As for that king, so distant from his army disintegrating in Randonan, he was suffering from difficulties almost as elaborate as the mechanisms of the jungle. The bureaucracies of Pannoval were more enduring than the jungle and so had longer to develop their entanglements. The queen of queens had been gone from JandolAnganol’s capital for many weeks, and still his bill of divorcement had not arrived from the capital of the Holy Empire.
As the heat intensified, Pannoval stepped up the drumble against the ancipital species living on its lands. Fleeing phagor tribes sought refuge in Borlien, against the general wishes of the mass of people, who both hated and feared the shaggies.

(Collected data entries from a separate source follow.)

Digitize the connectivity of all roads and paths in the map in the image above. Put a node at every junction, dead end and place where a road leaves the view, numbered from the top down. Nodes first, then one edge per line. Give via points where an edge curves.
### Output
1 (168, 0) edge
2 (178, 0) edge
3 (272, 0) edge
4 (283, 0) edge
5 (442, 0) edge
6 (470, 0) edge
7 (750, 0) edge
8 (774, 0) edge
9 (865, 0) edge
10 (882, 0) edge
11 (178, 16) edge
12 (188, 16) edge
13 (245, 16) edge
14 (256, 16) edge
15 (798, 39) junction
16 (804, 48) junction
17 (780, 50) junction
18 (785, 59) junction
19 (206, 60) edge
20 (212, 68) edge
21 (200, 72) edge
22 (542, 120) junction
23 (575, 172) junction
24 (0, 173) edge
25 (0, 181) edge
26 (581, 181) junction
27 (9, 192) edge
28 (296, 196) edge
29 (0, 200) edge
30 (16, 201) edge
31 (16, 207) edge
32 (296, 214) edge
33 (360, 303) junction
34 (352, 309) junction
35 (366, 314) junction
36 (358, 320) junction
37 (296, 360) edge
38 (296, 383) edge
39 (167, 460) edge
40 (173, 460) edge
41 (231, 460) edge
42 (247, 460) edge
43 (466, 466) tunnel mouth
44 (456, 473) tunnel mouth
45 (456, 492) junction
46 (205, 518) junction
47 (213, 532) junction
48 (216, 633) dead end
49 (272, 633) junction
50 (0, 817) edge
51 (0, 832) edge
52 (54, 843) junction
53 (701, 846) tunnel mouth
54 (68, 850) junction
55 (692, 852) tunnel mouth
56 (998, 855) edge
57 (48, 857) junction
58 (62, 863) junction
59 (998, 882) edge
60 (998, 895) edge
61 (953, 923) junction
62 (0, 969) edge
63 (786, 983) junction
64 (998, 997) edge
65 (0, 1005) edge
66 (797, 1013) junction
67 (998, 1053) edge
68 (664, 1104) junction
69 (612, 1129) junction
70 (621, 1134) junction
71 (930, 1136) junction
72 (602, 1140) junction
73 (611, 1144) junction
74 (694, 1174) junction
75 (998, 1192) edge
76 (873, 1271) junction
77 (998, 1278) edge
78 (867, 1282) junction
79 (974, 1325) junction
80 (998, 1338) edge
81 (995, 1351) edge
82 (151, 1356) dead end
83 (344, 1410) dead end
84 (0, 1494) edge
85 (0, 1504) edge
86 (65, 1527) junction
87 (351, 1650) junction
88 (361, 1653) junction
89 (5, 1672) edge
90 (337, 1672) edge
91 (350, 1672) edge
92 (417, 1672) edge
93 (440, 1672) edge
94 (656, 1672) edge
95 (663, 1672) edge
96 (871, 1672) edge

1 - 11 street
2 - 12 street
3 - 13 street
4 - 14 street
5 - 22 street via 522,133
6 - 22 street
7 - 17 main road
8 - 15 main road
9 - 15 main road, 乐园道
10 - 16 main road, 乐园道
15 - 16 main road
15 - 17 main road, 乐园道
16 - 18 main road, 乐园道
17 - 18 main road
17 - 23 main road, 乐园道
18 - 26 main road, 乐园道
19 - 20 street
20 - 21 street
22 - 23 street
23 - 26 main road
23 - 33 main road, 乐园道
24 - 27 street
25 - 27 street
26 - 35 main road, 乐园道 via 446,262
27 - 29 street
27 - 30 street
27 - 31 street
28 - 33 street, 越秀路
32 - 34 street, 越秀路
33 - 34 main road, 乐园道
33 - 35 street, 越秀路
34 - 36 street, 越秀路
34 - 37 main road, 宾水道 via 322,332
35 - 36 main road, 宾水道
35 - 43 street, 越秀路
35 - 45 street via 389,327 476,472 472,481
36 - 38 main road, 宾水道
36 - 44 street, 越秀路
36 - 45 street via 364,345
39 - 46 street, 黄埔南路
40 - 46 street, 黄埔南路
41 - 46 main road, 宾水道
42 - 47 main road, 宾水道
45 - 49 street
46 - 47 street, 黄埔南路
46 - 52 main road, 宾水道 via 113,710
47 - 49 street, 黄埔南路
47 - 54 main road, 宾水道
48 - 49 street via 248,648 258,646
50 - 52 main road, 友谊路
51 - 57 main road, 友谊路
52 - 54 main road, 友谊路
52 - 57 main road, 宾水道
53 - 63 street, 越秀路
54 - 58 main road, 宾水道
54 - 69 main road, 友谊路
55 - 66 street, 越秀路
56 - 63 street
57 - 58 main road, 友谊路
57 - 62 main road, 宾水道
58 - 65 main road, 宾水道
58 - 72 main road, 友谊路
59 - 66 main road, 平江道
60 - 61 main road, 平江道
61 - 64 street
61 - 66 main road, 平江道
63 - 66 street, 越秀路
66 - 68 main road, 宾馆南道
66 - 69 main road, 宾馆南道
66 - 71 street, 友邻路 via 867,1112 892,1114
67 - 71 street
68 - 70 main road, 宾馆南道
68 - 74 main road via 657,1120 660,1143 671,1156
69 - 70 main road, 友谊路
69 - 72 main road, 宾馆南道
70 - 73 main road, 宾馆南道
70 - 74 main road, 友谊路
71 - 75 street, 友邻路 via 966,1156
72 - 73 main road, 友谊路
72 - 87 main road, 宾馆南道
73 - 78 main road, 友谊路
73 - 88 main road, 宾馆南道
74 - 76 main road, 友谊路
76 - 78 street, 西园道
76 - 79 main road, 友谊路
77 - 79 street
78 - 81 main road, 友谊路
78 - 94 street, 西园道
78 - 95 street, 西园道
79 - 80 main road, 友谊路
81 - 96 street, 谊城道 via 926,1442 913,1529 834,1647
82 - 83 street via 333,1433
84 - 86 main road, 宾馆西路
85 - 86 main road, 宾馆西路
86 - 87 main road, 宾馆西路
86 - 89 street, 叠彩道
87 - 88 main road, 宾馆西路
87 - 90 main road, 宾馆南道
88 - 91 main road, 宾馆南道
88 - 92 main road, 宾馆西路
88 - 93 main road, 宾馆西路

The king felt differently. In a speech given in the scritina, he welcomed the refugees, promising them land in the Cosgatt on which they would be allowed to settle if they would join the army and fight for Borlien. By this means, the Cosgatt, now safe from the shadow of Darvlish, could be cultivated at low cost, and the newcomers effectively removed from the presence of the Borlienese.
This human hand extended to the phagors pleased no one in Pannoval or Oldorando, and the bill of divorcement was again delayed.
But JandolAnganol was pleased with himself. He was suffering enough to appease his conscience.
He put on a bright jacket and went to see his father. Again he walked through the winding ways of his palace and down through the guarded doors to the cellarage where he kept the old man. The chambers of the prison seemed more dank than ever. JandolAnganol paused in the first chamber which had once served as mortuary and torture chamber. Darkness enclosed him. The sounds of the outer world were stilled.
‘Father!’ he said. His own voice sounded unnatural to his ears.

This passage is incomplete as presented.